Closed dskliarov closed 9 years ago
Could you describe the exact steps you take to reproduce this? I tried with gdict on two nodes, then adding a third, and saw no issues.
Also, in which situations do you see the get_locks/2 function failing because there are no locks? The assumption was that it will never be called unless there are locks. This assumption could of course be broken, but I'd like to understand when that happens.
Thank you for looking the problem, Ulf. In my application, I have a logic to form a cluster(reading config from binary file, initiate monitoring nodes and process replication).
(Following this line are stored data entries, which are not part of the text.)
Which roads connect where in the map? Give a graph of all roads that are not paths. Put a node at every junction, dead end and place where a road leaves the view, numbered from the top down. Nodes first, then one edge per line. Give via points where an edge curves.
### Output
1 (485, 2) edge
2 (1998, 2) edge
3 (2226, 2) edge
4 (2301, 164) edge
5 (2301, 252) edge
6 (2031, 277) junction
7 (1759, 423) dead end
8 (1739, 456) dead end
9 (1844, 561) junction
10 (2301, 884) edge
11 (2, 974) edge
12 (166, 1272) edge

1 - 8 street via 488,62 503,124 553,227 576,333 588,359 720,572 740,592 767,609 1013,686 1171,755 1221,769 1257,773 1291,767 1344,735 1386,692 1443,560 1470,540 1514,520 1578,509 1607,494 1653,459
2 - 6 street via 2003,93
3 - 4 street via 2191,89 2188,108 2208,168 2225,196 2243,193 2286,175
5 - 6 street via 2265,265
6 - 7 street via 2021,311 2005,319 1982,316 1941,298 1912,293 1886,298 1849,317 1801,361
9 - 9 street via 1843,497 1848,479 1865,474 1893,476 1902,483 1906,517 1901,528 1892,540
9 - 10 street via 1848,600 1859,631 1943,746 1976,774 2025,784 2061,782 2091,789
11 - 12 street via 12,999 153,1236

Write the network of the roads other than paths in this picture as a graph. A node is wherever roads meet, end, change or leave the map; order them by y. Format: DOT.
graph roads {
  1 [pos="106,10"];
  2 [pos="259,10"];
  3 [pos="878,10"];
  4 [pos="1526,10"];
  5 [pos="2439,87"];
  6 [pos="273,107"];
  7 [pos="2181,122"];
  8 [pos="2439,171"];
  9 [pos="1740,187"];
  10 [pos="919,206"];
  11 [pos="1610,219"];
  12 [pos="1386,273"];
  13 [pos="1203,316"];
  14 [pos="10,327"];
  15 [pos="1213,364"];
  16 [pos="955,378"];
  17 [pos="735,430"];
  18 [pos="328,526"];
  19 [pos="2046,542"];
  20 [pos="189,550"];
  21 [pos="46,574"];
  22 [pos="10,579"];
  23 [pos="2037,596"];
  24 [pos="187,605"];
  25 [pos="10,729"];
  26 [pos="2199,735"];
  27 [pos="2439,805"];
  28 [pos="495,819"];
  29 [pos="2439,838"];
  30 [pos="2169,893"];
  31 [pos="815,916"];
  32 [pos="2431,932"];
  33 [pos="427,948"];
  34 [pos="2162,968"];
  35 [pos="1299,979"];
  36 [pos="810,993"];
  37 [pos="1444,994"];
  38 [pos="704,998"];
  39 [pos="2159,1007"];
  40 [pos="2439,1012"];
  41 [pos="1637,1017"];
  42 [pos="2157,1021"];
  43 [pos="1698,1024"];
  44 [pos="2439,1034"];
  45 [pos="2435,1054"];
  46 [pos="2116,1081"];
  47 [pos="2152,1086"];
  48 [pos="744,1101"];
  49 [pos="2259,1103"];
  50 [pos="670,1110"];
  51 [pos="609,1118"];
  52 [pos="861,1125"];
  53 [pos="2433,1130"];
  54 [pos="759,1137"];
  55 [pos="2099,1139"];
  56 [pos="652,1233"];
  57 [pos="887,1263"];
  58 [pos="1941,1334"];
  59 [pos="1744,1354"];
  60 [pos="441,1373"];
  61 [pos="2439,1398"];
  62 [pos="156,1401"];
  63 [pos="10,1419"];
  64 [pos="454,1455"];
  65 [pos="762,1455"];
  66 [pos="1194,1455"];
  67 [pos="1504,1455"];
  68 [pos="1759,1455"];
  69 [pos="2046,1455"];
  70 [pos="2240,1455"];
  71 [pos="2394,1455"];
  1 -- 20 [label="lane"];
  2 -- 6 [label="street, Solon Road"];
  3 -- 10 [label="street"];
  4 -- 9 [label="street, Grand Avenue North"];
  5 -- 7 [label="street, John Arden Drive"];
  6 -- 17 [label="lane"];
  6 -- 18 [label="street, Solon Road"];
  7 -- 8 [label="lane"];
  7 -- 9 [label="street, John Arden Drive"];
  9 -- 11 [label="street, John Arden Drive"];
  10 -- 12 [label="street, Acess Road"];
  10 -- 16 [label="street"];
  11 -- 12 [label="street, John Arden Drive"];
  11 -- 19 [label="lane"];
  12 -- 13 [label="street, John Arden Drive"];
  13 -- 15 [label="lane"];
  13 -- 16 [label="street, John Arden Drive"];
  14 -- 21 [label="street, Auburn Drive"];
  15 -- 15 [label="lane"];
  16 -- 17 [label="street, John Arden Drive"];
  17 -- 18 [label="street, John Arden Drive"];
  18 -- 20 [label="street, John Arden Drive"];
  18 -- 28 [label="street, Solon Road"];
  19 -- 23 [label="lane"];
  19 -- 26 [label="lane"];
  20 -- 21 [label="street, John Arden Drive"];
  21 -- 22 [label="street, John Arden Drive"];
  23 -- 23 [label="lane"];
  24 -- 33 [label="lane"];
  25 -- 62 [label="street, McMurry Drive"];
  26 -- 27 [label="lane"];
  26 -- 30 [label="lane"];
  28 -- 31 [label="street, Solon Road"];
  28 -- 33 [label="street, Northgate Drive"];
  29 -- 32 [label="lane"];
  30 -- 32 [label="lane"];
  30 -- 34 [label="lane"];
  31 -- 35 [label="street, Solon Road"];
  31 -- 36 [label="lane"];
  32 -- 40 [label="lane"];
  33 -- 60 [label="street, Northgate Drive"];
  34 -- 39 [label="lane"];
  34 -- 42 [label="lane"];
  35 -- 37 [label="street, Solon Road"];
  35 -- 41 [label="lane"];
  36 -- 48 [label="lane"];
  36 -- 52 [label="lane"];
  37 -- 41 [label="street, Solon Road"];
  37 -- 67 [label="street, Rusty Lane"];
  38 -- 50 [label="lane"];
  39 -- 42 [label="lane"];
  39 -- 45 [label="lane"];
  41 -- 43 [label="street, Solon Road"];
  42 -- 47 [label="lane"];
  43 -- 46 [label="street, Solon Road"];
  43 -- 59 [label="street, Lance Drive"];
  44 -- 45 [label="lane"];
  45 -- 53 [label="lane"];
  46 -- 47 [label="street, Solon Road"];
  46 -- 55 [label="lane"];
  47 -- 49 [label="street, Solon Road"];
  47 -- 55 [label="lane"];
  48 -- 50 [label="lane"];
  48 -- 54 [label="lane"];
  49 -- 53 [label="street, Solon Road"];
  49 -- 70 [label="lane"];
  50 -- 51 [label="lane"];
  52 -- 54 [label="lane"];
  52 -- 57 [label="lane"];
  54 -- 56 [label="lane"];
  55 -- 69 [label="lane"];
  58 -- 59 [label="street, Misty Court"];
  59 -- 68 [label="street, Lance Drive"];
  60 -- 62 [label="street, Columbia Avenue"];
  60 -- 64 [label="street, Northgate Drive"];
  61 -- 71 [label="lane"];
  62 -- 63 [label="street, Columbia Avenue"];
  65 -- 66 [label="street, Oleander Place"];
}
Looks like, when loks started before cluster is formed, it creates net split scenario(2 nodes have a leader and new node is a leader). In this case in function locks_info, leader will be set to undefined in record #st. After that messages from_leader will be ignored and node will never switch to the gen_server/loop. I modified from_leader function and it is working now.
rom_leader(L, Msg, #st{leader = undefined} = S) -> S1 = S#st{leader = L}, from_leader(L,Msg,S1); from_leader(L, Msg, #st{leader = L, mod = M, mod_state = MSt} = S) -> ?event({processing_from_leader, L, Msg}, S), callback(M:from_leader(Msg, MSt, opaque(S)), S); from_leader(_OtherL, _Msg, S) -> ?event({ignoring_from_leader, _OtherL, _Msg}, S), S.
I can issue pull request.
About get_locks function, I got bad_match error, when I shut down one of the nodes.
Just accepting the leader from 'from_leader' is problematic. The elected()
and surrendered()
callbacks need to be called appropriately. So before the handshake between leader and candidate, it's appropriate to ignore the 'from_leader' messages.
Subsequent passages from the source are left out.